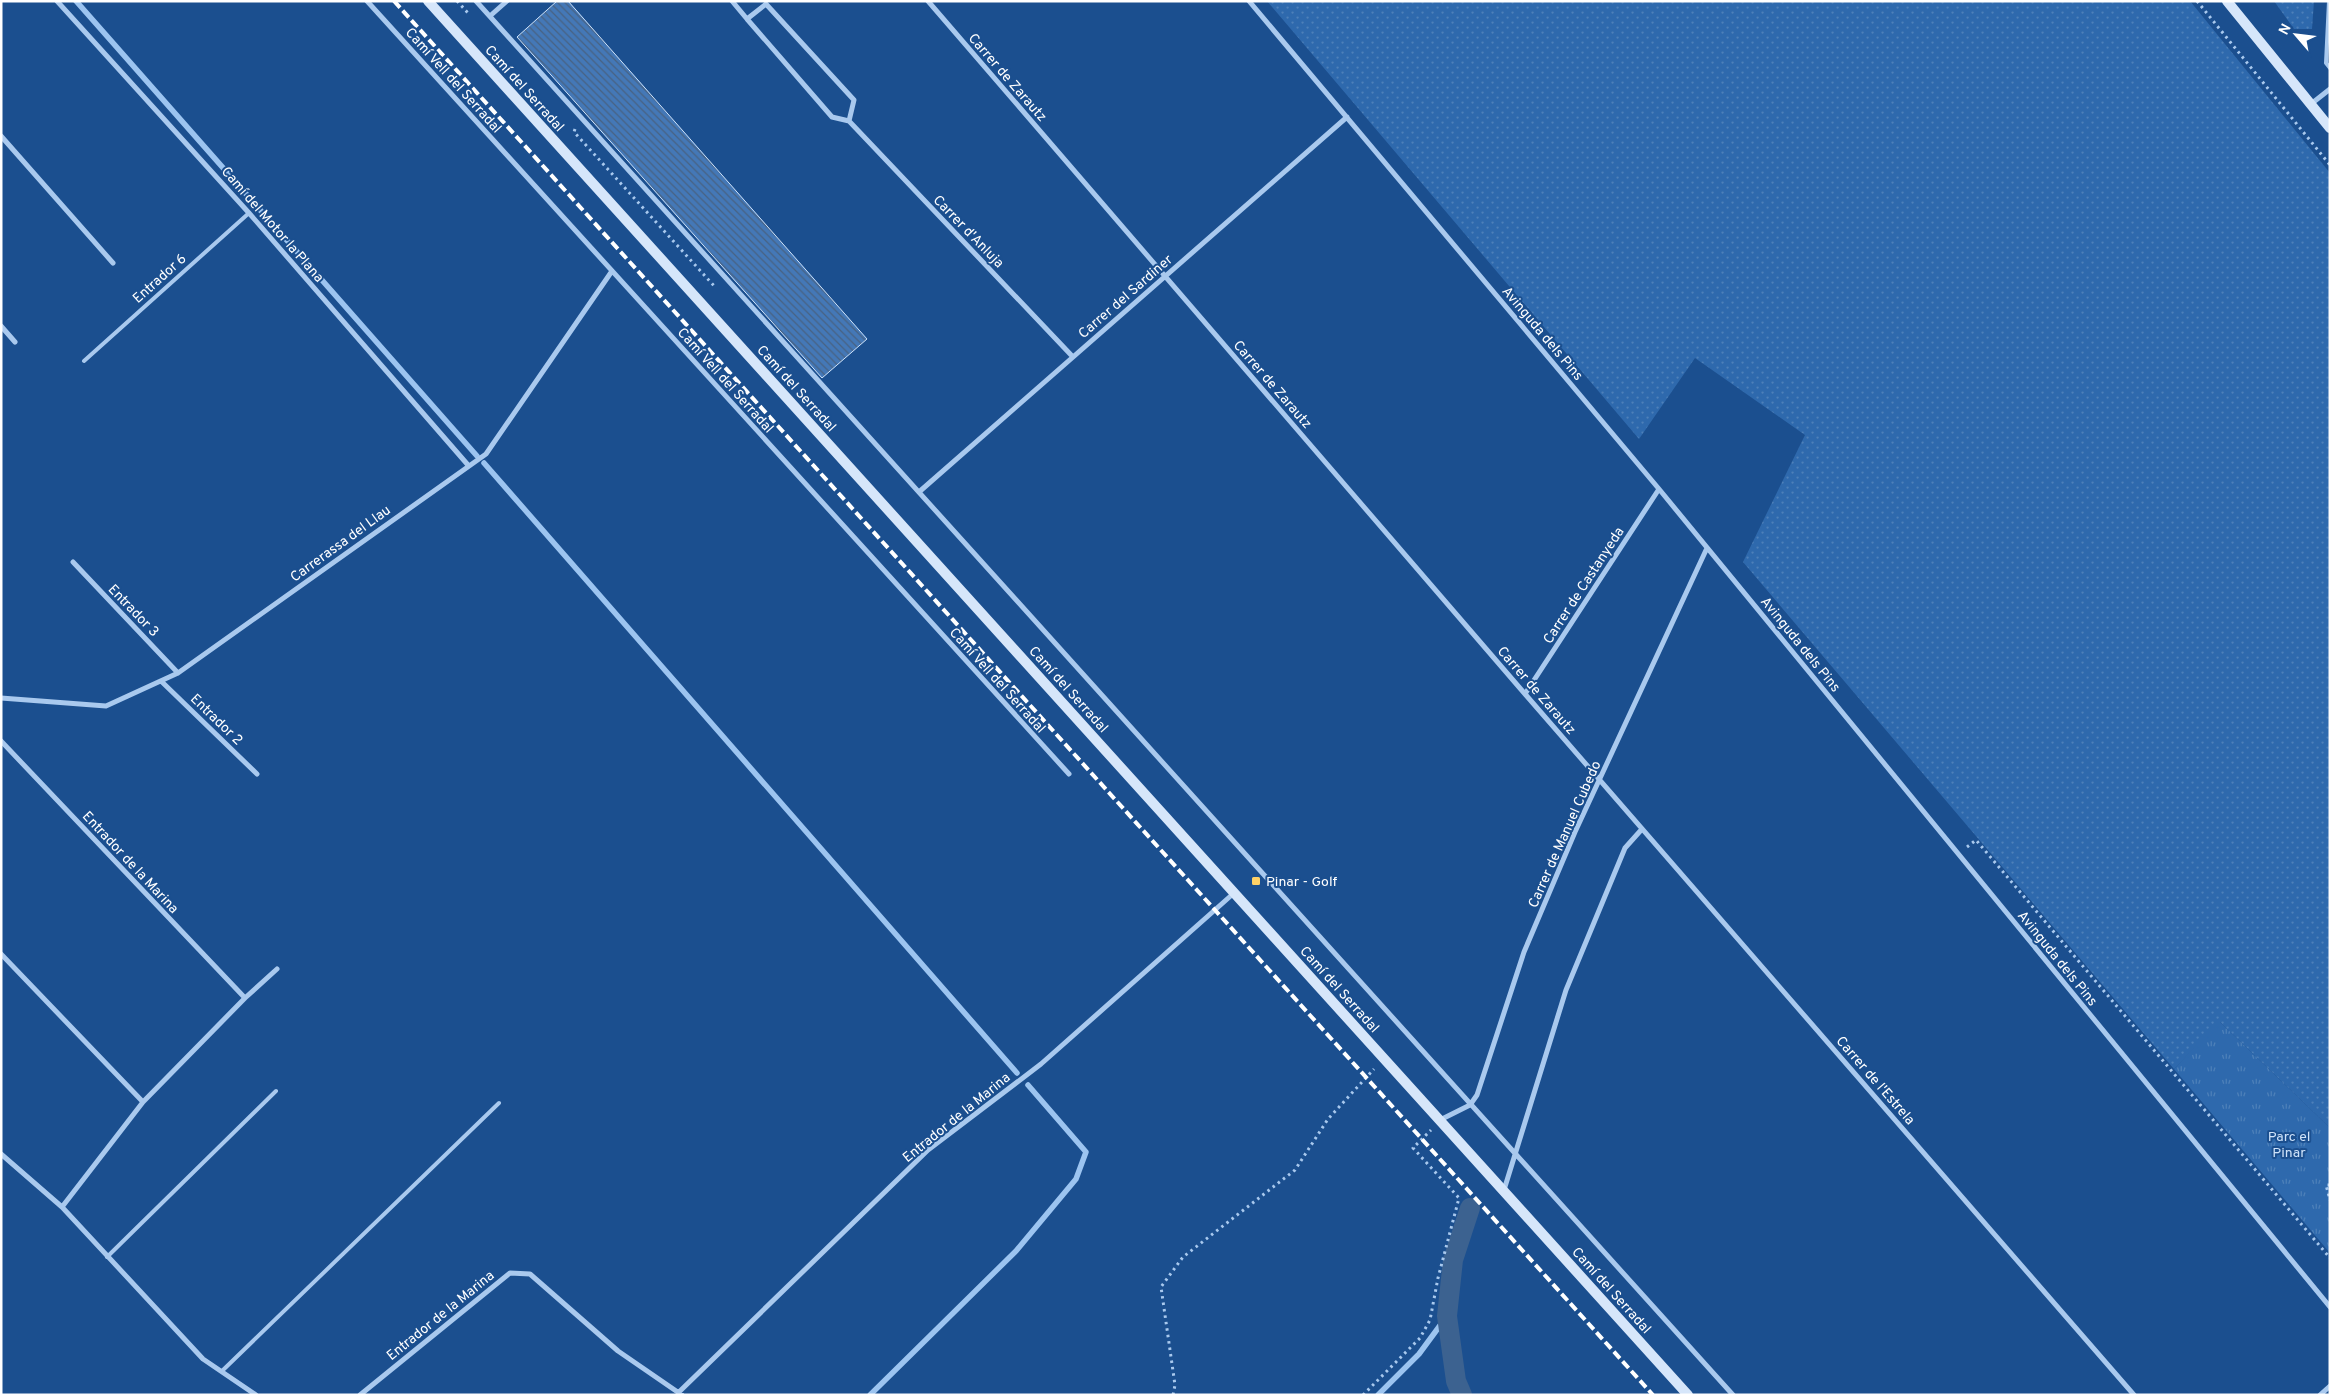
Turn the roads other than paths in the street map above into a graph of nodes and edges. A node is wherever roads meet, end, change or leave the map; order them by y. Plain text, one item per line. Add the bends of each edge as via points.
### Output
1 (57, 1) edge
2 (367, 1) edge
3 (428, 1) edge
4 (476, 1) edge
5 (507, 1) edge
6 (732, 1) edge
7 (928, 1) edge
8 (1250, 1) edge
9 (2227, 1) edge
10 (2328, 1) edge
11 (490, 16) junction
12 (747, 19) junction
13 (2330, 68) edge
14 (2330, 89) edge
15 (2311, 104) junction
16 (1346, 117) junction
17 (849, 121) junction
18 (2330, 128) edge
19 (1, 136) edge
20 (249, 213) junction
21 (113, 263) dead end
22 (612, 271) junction
23 (1165, 276) junction
24 (1, 326) edge
25 (15, 342) dead end
26 (1073, 357) junction
27 (84, 360) dead end
28 (468, 464) junction
29 (1659, 489) junction
30 (918, 492) junction
31 (1707, 548) junction
32 (73, 562) dead end
33 (178, 673) junction
34 (161, 681) junction
35 (1525, 694) junction
36 (1, 698) edge
37 (1, 741) edge
38 (257, 774) dead end
39 (1069, 774) dead end
40 (1600, 780) junction
41 (1642, 828) junction
42 (1235, 893) junction
43 (1, 954) edge
44 (277, 969) dead end
45 (245, 998) junction
46 (276, 1091) dead end
47 (143, 1102) junction
48 (499, 1103) dead end
49 (1470, 1105) junction
50 (1440, 1120) junction
51 (1514, 1153) junction
52 (1, 1154) edge
53 (1504, 1191) junction
54 (62, 1206) junction
55 (106, 1257) junction
56 (2330, 1307) edge
57 (222, 1371) junction
58 (2330, 1386) edge
59 (681, 1393) edge
60 (256, 1395) edge
61 (360, 1395) edge
62 (1688, 1395) edge
63 (1734, 1395) edge
64 (2134, 1395) edge
65 (2320, 1395) edge

1 - 20 street, Camí del Motor la Plana
2 - 22 street, Camí Vell del Serradal
3 - 42 street, Camí del Serradal
4 - 11 street, Camí del Serradal
5 - 11 street
6 - 12 street, Carrer d'Anluja
7 - 23 street, Carrer de Zarautz
8 - 16 street, Avinguda dels Pins
9 - 15 street
10 - 13 lane via 2326,63
11 - 30 street, Camí del Serradal
12 - 17 street, Carrer d'Anluja via 832,117
12 - 17 street via 766,4 854,100
14 - 15 street
15 - 18 street
16 - 23 street, Carrer del Sardiner
16 - 29 street, Avinguda dels Pins
17 - 26 street, Carrer d'Anluja
19 - 21 street
20 - 27 lane, Entrador 6
20 - 28 street, Camí del Motor la Plana
22 - 28 street, Carrerassa del Llau via 486,454
22 - 39 street, Camí Vell del Serradal
23 - 26 street, Carrer del Sardiner
23 - 35 street, Carrer de Zarautz
24 - 25 street
26 - 30 street, Carrer del Sardiner
28 - 33 street, Carrerassa del Llau
29 - 31 street, Avinguda dels Pins
29 - 35 street, Carrer de Castanyeda
30 - 49 street, Camí del Serradal
31 - 40 street, Carrer de Manuel Cubedo
31 - 56 street, Avinguda dels Pins
32 - 33 street, Entrador 3
33 - 34 street, Carrerassa del Llau
34 - 36 street, Carrerassa del Llau via 106,706
34 - 38 street, Entrador 2
35 - 40 street, Carrer de Zarautz
37 - 45 street, Entrador de la Marina
40 - 41 street, Carrer de l'Estrela
40 - 49 street, Carrer de Manuel Cubedo via 1524,952 1477,1095
41 - 51 street via 1625,848 1566,990
41 - 64 street, Carrer de l'Estrela
42 - 50 street, Camí del Serradal
42 - 59 street, Entrador de la Marina via 1041,1064 928,1150
43 - 47 street
44 - 45 street
45 - 47 street
46 - 55 lane
47 - 54 street
48 - 57 lane
49 - 50 street
49 - 51 street, Camí del Serradal
50 - 53 street, Camí del Serradal
51 - 53 street
51 - 63 street, Camí del Serradal
52 - 54 street
53 - 62 street, Camí del Serradal
54 - 55 street
55 - 57 street via 203,1359
57 - 60 street
58 - 65 street
59 - 61 street, Entrador de la Marina via 618,1351 530,1274 510,1273

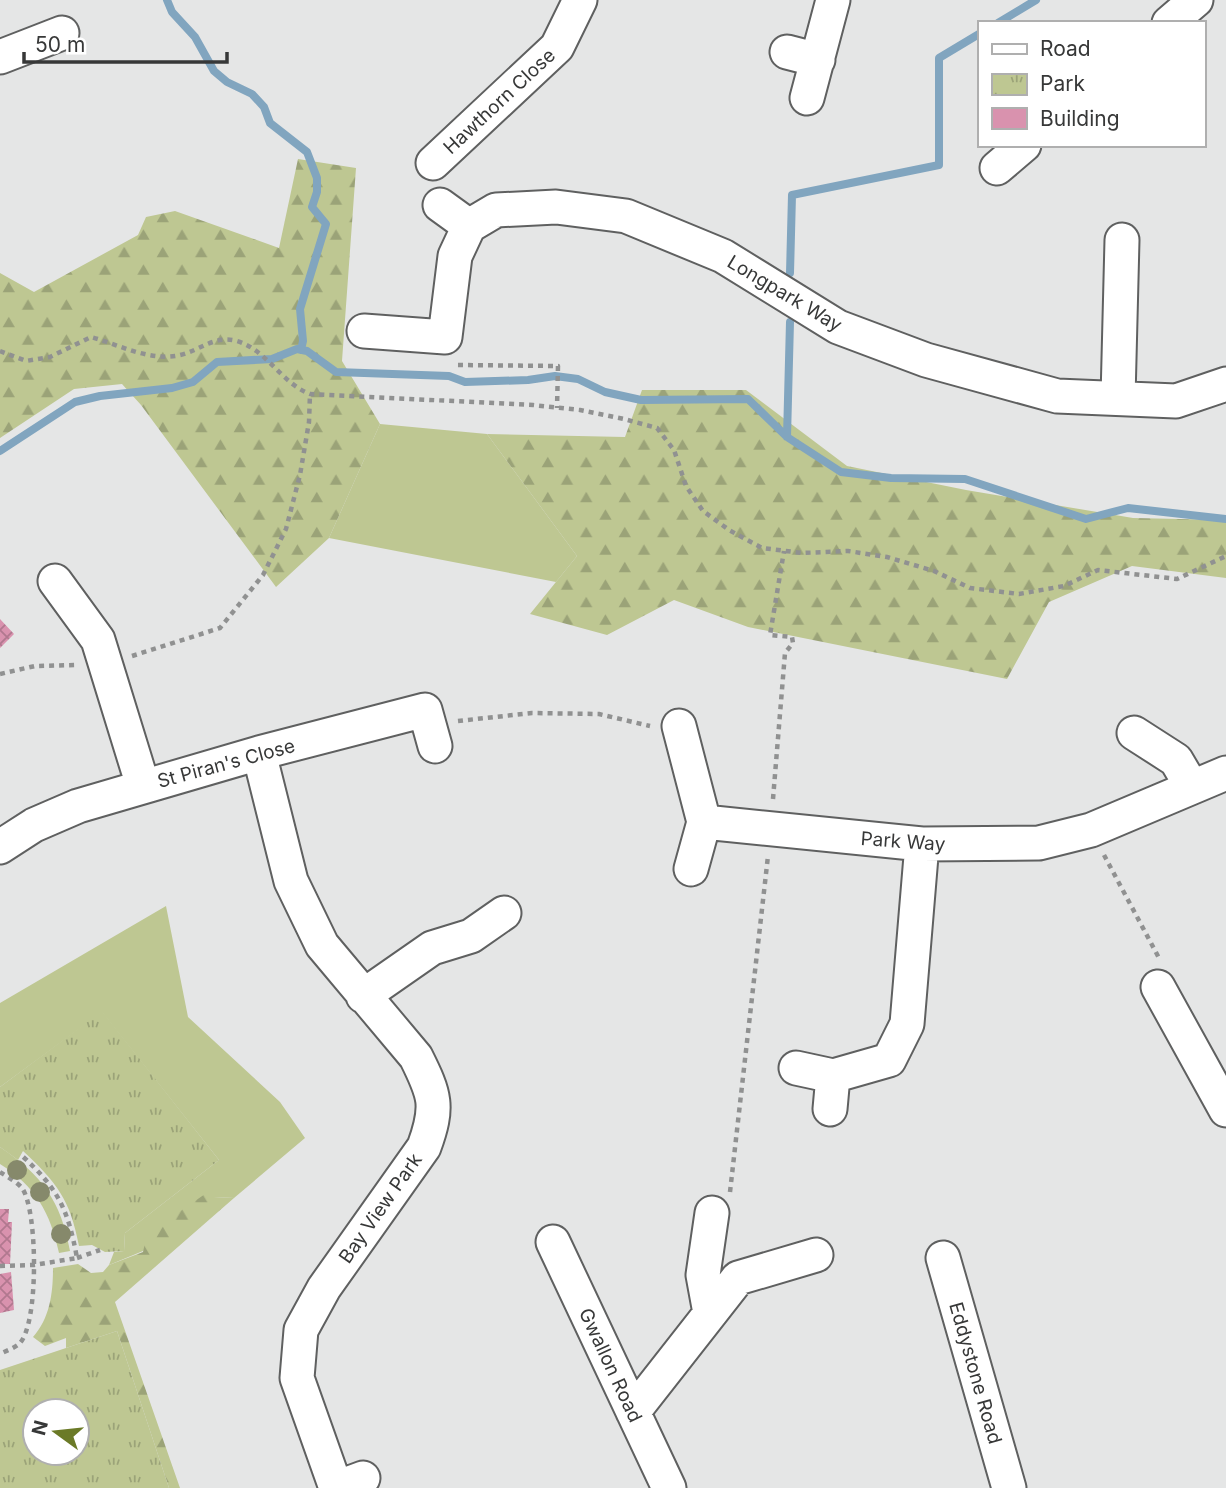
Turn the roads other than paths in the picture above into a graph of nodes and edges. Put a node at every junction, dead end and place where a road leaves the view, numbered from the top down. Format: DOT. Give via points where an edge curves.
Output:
graph roads {
  1 [pos="580,0"];
  2 [pos="833,0"];
  3 [pos="1196,0"];
  4 [pos="1171,21"];
  5 [pos="62,33"];
  6 [pos="0,57"];
  7 [pos="807,98"];
  8 [pos="1022,147"];
  9 [pos="433,163"];
  10 [pos="997,168"];
  11 [pos="440,205"];
  12 [pos="469,226"];
  13 [pos="1122,240"];
  14 [pos="364,331"];
  15 [pos="1226,384"];
  16 [pos="1118,398"];
  17 [pos="47,576"];
  18 [pos="679,726"];
  19 [pos="1134,733"];
  20 [pos="432,735"];
  21 [pos="259,753"];
  22 [pos="1226,773"];
  23 [pos="143,786"];
  24 [pos="1192,787"];
  25 [pos="704,822"];
  26 [pos="922,845"];
  27 [pos="0,847"];
  28 [pos="691,869"];
  29 [pos="504,913"];
  30 [pos="1158,987"];
  31 [pos="363,996"];
  32 [pos="796,1068"];
  33 [pos="833,1076"];
  34 [pos="830,1109"];
  35 [pos="1226,1110"];
  36 [pos="712,1213"];
  37 [pos="553,1242"];
  38 [pos="816,1255"];
  39 [pos="943,1258"];
  40 [pos="710,1313"];
  41 [pos="633,1412"];
  42 [pos="345,1485"];
  43 [pos="669,1488"];
  44 [pos="1009,1488"];
  1 -- 9 [label="street, Hawthorn Close" via="557,47"];
  2 -- 7 [label="street" via="803,56"];
  3 -- 4 [label="street"];
  5 -- 6 [label="street"];
  8 -- 10 [label="street"];
  11 -- 12 [label="street"];
  12 -- 14 [label="street" via="455,256 445,337"];
  12 -- 16 [label="street, Longpark Way" via="496,210 556,207 626,216 723,256 838,327 913,355 1057,396"];
  13 -- 16 [label="street"];
  15 -- 16 [label="street, Longpark Way" via="1176,401"];
  17 -- 23 [label="street" via="98,640"];
  18 -- 25 [label="street"];
  19 -- 24 [label="street" via="1176,760"];
  20 -- 21 [label="street, St Piran's Close" via="425,710"];
  21 -- 23 [label="street, St Piran's Close"];
  21 -- 31 [label="street, Bay View Park" via="290,881 322,945"];
  22 -- 24 [label="street, Park Way"];
  23 -- 27 [label="street, St Piran's Close" via="78,806 34,825"];
  24 -- 26 [label="street, Park Way" via="1091,830 1039,843"];
  25 -- 26 [label="street, Park Way"];
  25 -- 28 [label="street"];
  26 -- 33 [label="street" via="907,1024 889,1060"];
  29 -- 31 [label="street" via="471,936 432,948"];
  30 -- 35 [label="street"];
  31 -- 42 [label="street, Bay View Park" via="416,1057 435,1104 424,1147 324,1287 301,1330 297,1378"];
  32 -- 33 [label="street"];
  33 -- 34 [label="street"];
  36 -- 40 [label="street" via="703,1275"];
  37 -- 41 [label="street, Gwallon Road"];
  38 -- 40 [label="street" via="738,1278"];
  39 -- 44 [label="street, Eddystone Road"];
  40 -- 41 [label="street"];
  41 -- 43 [label="street, Gwallon Road"];
}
• • • • •
Set down every record exactly, without the pictures.

> TASK RESULT
Turn the roads other than paths in the street map above into a graph of nodes and edges. A node is wherever roads meet, end, change or leave the map; order them by y. Plain text, one item per line. Add the bends of each edge as via points.
### Output
1 (57, 1) edge
2 (367, 1) edge
3 (428, 1) edge
4 (476, 1) edge
5 (507, 1) edge
6 (732, 1) edge
7 (928, 1) edge
8 (1250, 1) edge
9 (2227, 1) edge
10 (2328, 1) edge
11 (490, 16) junction
12 (747, 19) junction
13 (2330, 68) edge
14 (2330, 89) edge
15 (2311, 104) junction
16 (1346, 117) junction
17 (849, 121) junction
18 (2330, 128) edge
19 (1, 136) edge
20 (249, 213) junction
21 (113, 263) dead end
22 (612, 271) junction
23 (1165, 276) junction
24 (1, 326) edge
25 (15, 342) dead end
26 (1073, 357) junction
27 (84, 360) dead end
28 (468, 464) junction
29 (1659, 489) junction
30 (918, 492) junction
31 (1707, 548) junction
32 (73, 562) dead end
33 (178, 673) junction
34 (161, 681) junction
35 (1525, 694) junction
36 (1, 698) edge
37 (1, 741) edge
38 (257, 774) dead end
39 (1069, 774) dead end
40 (1600, 780) junction
41 (1642, 828) junction
42 (1235, 893) junction
43 (1, 954) edge
44 (277, 969) dead end
45 (245, 998) junction
46 (276, 1091) dead end
47 (143, 1102) junction
48 (499, 1103) dead end
49 (1470, 1105) junction
50 (1440, 1120) junction
51 (1514, 1153) junction
52 (1, 1154) edge
53 (1504, 1191) junction
54 (62, 1206) junction
55 (106, 1257) junction
56 (2330, 1307) edge
57 (222, 1371) junction
58 (2330, 1386) edge
59 (681, 1393) edge
60 (256, 1395) edge
61 (360, 1395) edge
62 (1688, 1395) edge
63 (1734, 1395) edge
64 (2134, 1395) edge
65 (2320, 1395) edge

1 - 20 street, Camí del Motor la Plana
2 - 22 street, Camí Vell del Serradal
3 - 42 street, Camí del Serradal
4 - 11 street, Camí del Serradal
5 - 11 street
6 - 12 street, Carrer d'Anluja
7 - 23 street, Carrer de Zarautz
8 - 16 street, Avinguda dels Pins
9 - 15 street
10 - 13 lane via 2326,63
11 - 30 street, Camí del Serradal
12 - 17 street, Carrer d'Anluja via 832,117
12 - 17 street via 766,4 854,100
14 - 15 street
15 - 18 street
16 - 23 street, Carrer del Sardiner
16 - 29 street, Avinguda dels Pins
17 - 26 street, Carrer d'Anluja
19 - 21 street
20 - 27 lane, Entrador 6
20 - 28 street, Camí del Motor la Plana
22 - 28 street, Carrerassa del Llau via 486,454
22 - 39 street, Camí Vell del Serradal
23 - 26 street, Carrer del Sardiner
23 - 35 street, Carrer de Zarautz
24 - 25 street
26 - 30 street, Carrer del Sardiner
28 - 33 street, Carrerassa del Llau
29 - 31 street, Avinguda dels Pins
29 - 35 street, Carrer de Castanyeda
30 - 49 street, Camí del Serradal
31 - 40 street, Carrer de Manuel Cubedo
31 - 56 street, Avinguda dels Pins
32 - 33 street, Entrador 3
33 - 34 street, Carrerassa del Llau
34 - 36 street, Carrerassa del Llau via 106,706
34 - 38 street, Entrador 2
35 - 40 street, Carrer de Zarautz
37 - 45 street, Entrador de la Marina
40 - 41 street, Carrer de l'Estrela
40 - 49 street, Carrer de Manuel Cubedo via 1524,952 1477,1095
41 - 51 street via 1625,848 1566,990
41 - 64 street, Carrer de l'Estrela
42 - 50 street, Camí del Serradal
42 - 59 street, Entrador de la Marina via 1041,1064 928,1150
43 - 47 street
44 - 45 street
45 - 47 street
46 - 55 lane
47 - 54 street
48 - 57 lane
49 - 50 street
49 - 51 street, Camí del Serradal
50 - 53 street, Camí del Serradal
51 - 53 street
51 - 63 street, Camí del Serradal
52 - 54 street
53 - 62 street, Camí del Serradal
54 - 55 street
55 - 57 street via 203,1359
57 - 60 street
58 - 65 street
59 - 61 street, Entrador de la Marina via 618,1351 530,1274 510,1273

Turn the roads other than paths in the picture above into a graph of nodes and edges. Put a node at every junction, dead end and place where a road leaves the view, numbered from the top down. Format: DOT. Give via points where an edge curves.
Output:
graph roads {
  1 [pos="580,0"];
  2 [pos="833,0"];
  3 [pos="1196,0"];
  4 [pos="1171,21"];
  5 [pos="62,33"];
  6 [pos="0,57"];
  7 [pos="807,98"];
  8 [pos="1022,147"];
  9 [pos="433,163"];
  10 [pos="997,168"];
  11 [pos="440,205"];
  12 [pos="469,226"];
  13 [pos="1122,240"];
  14 [pos="364,331"];
  15 [pos="1226,384"];
  16 [pos="1118,398"];
  17 [pos="47,576"];
  18 [pos="679,726"];
  19 [pos="1134,733"];
  20 [pos="432,735"];
  21 [pos="259,753"];
  22 [pos="1226,773"];
  23 [pos="143,786"];
  24 [pos="1192,787"];
  25 [pos="704,822"];
  26 [pos="922,845"];
  27 [pos="0,847"];
  28 [pos="691,869"];
  29 [pos="504,913"];
  30 [pos="1158,987"];
  31 [pos="363,996"];
  32 [pos="796,1068"];
  33 [pos="833,1076"];
  34 [pos="830,1109"];
  35 [pos="1226,1110"];
  36 [pos="712,1213"];
  37 [pos="553,1242"];
  38 [pos="816,1255"];
  39 [pos="943,1258"];
  40 [pos="710,1313"];
  41 [pos="633,1412"];
  42 [pos="345,1485"];
  43 [pos="669,1488"];
  44 [pos="1009,1488"];
  1 -- 9 [label="street, Hawthorn Close" via="557,47"];
  2 -- 7 [label="street" via="803,56"];
  3 -- 4 [label="street"];
  5 -- 6 [label="street"];
  8 -- 10 [label="street"];
  11 -- 12 [label="street"];
  12 -- 14 [label="street" via="455,256 445,337"];
  12 -- 16 [label="street, Longpark Way" via="496,210 556,207 626,216 723,256 838,327 913,355 1057,396"];
  13 -- 16 [label="street"];
  15 -- 16 [label="street, Longpark Way" via="1176,401"];
  17 -- 23 [label="street" via="98,640"];
  18 -- 25 [label="street"];
  19 -- 24 [label="street" via="1176,760"];
  20 -- 21 [label="street, St Piran's Close" via="425,710"];
  21 -- 23 [label="street, St Piran's Close"];
  21 -- 31 [label="street, Bay View Park" via="290,881 322,945"];
  22 -- 24 [label="street, Park Way"];
  23 -- 27 [label="street, St Piran's Close" via="78,806 34,825"];
  24 -- 26 [label="street, Park Way" via="1091,830 1039,843"];
  25 -- 26 [label="street, Park Way"];
  25 -- 28 [label="street"];
  26 -- 33 [label="street" via="907,1024 889,1060"];
  29 -- 31 [label="street" via="471,936 432,948"];
  30 -- 35 [label="street"];
  31 -- 42 [label="street, Bay View Park" via="416,1057 435,1104 424,1147 324,1287 301,1330 297,1378"];
  32 -- 33 [label="street"];
  33 -- 34 [label="street"];
  36 -- 40 [label="street" via="703,1275"];
  37 -- 41 [label="street, Gwallon Road"];
  38 -- 40 [label="street" via="738,1278"];
  39 -- 44 [label="street, Eddystone Road"];
  40 -- 41 [label="street"];
  41 -- 43 [label="street, Gwallon Road"];
}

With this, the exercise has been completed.